EXERCISE:
Among the records that follow, how many lines include the string "Place"? Only the number is wanted.

GIVEN INFORMATION:
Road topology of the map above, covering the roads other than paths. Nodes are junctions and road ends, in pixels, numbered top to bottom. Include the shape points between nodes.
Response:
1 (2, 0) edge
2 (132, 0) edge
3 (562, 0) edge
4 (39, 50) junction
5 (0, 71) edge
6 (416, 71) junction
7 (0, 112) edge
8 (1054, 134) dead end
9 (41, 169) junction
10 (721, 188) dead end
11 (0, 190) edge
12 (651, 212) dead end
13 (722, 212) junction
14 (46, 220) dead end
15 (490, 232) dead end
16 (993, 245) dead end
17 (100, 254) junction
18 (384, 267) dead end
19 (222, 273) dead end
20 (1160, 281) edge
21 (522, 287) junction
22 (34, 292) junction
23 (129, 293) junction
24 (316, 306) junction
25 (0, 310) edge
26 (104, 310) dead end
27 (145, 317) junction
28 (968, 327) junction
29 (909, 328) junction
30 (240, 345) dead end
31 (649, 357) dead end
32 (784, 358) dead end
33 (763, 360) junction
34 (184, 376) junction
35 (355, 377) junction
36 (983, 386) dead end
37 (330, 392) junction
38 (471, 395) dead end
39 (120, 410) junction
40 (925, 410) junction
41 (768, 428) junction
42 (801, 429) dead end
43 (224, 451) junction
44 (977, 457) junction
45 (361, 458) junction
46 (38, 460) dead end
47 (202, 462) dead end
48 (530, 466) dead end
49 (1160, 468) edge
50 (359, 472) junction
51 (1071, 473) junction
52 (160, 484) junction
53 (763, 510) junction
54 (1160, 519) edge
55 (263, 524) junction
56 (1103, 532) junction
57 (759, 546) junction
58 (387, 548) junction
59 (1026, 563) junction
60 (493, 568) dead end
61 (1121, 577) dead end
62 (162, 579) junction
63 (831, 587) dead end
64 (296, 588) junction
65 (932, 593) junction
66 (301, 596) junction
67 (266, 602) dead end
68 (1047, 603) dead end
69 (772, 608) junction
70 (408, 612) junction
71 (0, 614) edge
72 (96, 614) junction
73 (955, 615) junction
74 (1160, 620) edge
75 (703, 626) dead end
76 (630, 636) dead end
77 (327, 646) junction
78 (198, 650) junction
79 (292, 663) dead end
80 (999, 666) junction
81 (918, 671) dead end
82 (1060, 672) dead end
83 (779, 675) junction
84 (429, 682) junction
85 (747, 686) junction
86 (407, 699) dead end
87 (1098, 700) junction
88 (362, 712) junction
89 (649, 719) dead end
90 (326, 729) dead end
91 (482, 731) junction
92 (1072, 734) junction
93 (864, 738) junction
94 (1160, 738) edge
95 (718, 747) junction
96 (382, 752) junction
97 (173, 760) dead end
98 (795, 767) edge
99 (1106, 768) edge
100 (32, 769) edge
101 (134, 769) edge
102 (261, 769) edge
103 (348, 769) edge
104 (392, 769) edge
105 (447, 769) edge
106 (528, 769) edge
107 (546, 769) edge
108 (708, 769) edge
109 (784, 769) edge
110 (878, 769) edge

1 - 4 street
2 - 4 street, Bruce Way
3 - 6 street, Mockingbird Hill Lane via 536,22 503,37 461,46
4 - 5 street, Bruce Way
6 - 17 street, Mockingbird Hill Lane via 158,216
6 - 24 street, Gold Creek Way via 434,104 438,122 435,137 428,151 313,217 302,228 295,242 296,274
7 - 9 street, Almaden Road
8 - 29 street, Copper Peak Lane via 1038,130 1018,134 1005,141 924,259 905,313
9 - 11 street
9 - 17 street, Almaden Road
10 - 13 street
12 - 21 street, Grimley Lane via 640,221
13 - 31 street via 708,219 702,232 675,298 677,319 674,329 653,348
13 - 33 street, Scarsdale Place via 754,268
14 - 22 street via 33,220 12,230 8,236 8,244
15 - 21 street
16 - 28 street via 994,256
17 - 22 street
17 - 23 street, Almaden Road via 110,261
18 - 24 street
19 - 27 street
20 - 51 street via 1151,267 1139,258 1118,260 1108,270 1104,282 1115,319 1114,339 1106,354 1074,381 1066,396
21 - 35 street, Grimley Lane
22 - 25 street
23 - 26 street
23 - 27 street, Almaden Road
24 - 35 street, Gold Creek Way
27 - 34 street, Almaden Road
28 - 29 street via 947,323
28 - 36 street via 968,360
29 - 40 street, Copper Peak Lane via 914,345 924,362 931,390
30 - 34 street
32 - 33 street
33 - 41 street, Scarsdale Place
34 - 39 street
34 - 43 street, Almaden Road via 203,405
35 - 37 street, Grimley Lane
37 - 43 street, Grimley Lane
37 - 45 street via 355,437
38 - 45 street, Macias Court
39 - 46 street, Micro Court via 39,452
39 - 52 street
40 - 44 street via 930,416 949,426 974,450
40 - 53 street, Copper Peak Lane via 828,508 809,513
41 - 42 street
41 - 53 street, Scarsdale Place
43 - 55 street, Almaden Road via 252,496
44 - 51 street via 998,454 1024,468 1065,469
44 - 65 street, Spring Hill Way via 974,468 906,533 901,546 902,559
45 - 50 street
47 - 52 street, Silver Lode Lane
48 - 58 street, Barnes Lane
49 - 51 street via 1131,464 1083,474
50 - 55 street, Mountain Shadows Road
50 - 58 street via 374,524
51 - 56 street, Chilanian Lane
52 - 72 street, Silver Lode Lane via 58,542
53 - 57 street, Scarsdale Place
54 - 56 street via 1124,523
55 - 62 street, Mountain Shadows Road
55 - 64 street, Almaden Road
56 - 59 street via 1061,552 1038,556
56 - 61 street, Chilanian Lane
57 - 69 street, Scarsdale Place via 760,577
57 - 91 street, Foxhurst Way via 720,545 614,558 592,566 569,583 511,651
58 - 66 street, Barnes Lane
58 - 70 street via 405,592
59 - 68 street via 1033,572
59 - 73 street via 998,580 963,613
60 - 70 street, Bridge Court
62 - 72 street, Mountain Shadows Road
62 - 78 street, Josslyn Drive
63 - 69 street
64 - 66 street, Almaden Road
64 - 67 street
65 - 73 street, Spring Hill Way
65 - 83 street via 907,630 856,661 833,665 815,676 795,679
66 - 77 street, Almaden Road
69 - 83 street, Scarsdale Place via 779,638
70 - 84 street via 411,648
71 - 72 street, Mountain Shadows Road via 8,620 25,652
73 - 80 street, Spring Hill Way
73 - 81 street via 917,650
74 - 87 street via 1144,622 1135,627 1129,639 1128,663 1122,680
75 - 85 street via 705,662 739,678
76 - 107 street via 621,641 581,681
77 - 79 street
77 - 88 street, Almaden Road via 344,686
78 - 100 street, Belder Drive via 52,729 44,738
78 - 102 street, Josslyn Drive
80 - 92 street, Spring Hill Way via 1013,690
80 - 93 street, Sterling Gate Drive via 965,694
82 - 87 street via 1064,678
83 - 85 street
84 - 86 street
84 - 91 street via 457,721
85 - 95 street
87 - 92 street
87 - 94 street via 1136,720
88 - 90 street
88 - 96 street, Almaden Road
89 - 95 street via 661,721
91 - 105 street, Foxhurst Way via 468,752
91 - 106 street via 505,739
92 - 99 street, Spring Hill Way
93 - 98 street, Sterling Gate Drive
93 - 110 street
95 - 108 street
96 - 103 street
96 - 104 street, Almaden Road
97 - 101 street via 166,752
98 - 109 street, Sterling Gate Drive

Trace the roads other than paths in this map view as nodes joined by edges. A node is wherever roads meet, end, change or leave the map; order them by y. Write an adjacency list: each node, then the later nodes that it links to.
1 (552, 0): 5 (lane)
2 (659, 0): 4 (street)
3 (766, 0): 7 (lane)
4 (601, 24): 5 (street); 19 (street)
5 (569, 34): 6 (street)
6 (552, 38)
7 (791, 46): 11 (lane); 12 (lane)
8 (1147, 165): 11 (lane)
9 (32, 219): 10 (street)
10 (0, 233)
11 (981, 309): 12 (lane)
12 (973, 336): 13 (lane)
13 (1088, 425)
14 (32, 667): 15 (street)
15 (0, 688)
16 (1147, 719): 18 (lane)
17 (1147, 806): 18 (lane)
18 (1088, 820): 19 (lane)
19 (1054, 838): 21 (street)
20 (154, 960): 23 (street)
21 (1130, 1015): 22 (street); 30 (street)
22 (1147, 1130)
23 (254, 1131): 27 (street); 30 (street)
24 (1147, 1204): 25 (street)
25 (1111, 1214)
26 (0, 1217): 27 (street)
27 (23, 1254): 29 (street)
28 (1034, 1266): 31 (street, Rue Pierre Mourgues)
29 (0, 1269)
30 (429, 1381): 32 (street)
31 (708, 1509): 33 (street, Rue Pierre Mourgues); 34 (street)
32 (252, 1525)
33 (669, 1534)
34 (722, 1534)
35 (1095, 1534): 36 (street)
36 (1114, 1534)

ANSWER BOX:
6